= Heinz Wiendl =

German neurologist

Heinz Wiendl (born 1968 in Rötz) is a German neurologist and professor at the University Hospital Freiburg. He is known for his works in the field of nervous system inflammation and multiple sclerosis.

== Early life and education ==
From 1989 to 1996, Wiendl studied psychology and medicine at the University of Erlangen-Nuremberg, Duke University in North Carolina, and the University of Basel in Switzerland. He received his medical degree in 1996. He was a scholar of the Deutsche Forschungsgemeinschaft (DFG) at the Max Planck Institute of Neurobiology in Martinsried and subsequently worked as a clinical and research fellow at the Department of Neurology at the University of Tübingen. In 2004, he obtained board certification in neurology and completed his habilitation.

== Academic career ==
In 2005, Wiendl was appointed professor of neurology and head of the clinical research group for MS and neuroimmunology at the University of Würzburg, where he also served as vice-chair of the Department of Neurology. In 2010, he became director of the Department of Neurology – Inflammatory Diseases of the Nervous System and Neurooncology at the University of Münster.[2] From 2013 to 2024, he headed the Department of Neurology at Münster University Hospital. In October 2024, Wiendl was appointed director of the Department of Neurology and Neurophysiology at the University Hospital Freiburg.

==Research==
Wiendl's research focuses on five main areas:

Precision neuroimmunology: He co-led a study using high-dimensional flow cytometry and serum proteomics to identify distinct immunological endophenotypes in early multiple sclerosis, advancing detailed patient stratification and personalized treatment approaches.

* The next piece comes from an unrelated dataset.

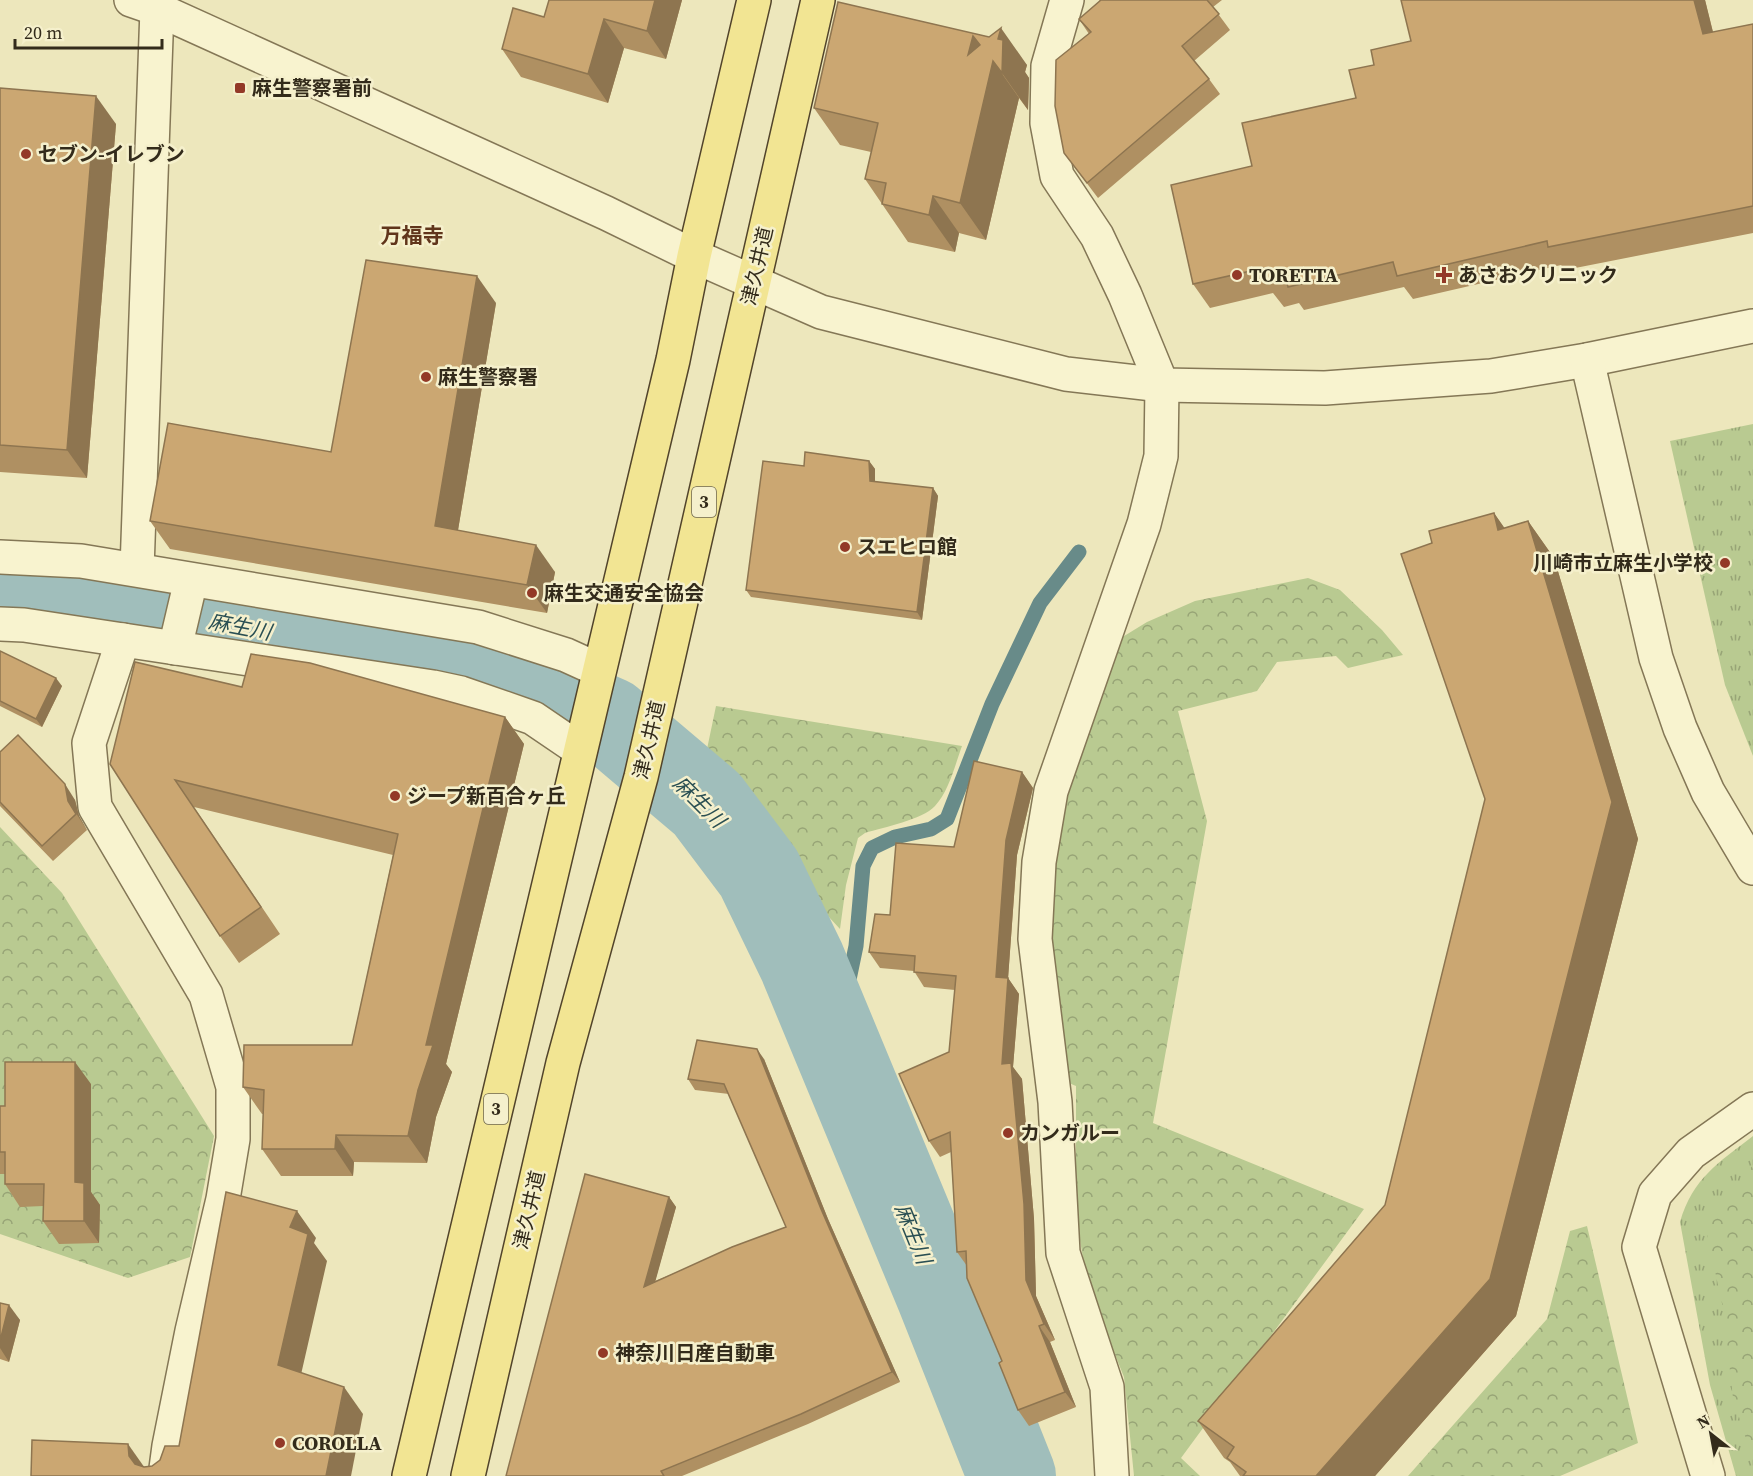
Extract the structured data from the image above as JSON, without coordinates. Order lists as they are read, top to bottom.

Neurological immune therapy: Wiendl contributed to clinical and mechanistic insights into immune reconstitution therapies, laying foundational concepts for achieving durable remission in MS.

Diagnostic, prognostic, and therapeutic biomarkers: He was part of collaborative work that identified peripheral blood immune signatures predictive of MS disease course and treatment response.

Rare but paradigmatic neuroimmunological diseases: Heinz Wiendl authored several reviews summarizing mechanistic insights from rare neuroimmunological diseases — such as Susac syndrome, Rasmussen encephalitis, and type 1 narcolepsy — which offer models for understanding broader disease mechanisms.

Surrogates of disease progression: Wiendl has examined treatment effects on disability progression, including the use of confirmed disability progression (CDP) as a robust clinical measure in MS therapeutic trials.

==Professional memberships==
Wiendl is a member of the German Society for Immunology (DGfI), the German Multiple Sclerosis Society (DMSG), the German Society for Muscular Diseases (DGM), the German Society of Neurology (DGN), the American Academy of Neurology (AAN), and the International Society of Neuroimmunology (ISNI).[14] He is also a member of the editorial board of PLOS ONE.

==Awards and monors==
- 2017: Honorary professor at Sydney Medical School
- 2015: Sobek Prize for MS research, German Society of Multiple Sclerosis (DMSG)
- 2009: Heinrich-Pette Award, German Society for Neurology (DGN)
- 2004: Sobek Prize for MS research (young scientists' award), German Society of Multiple Sclerosis (DMSG)
- 2003: Felix Jerusalem Prize, German Society for Muscular Disease (DGM)

== Funding ==
Wiendl has received research funding from the European Union, the German Federal Ministry of Education and Research (BMBF), the state of North Rhine-Westphalia, the DFG, the Innovative Medical Research (IMF) program of the Medical Faculty Münster, the Interdisciplinary Centre for Clinical Research (IZKF) Münster, the Else Kröner-Fresenius Foundation, and the RE Children's Foundation.

== Publications ==
As of September 2025, Wiendl has authored or co-authored more than 650 research articles and reviews, as well as several books, and book chapters.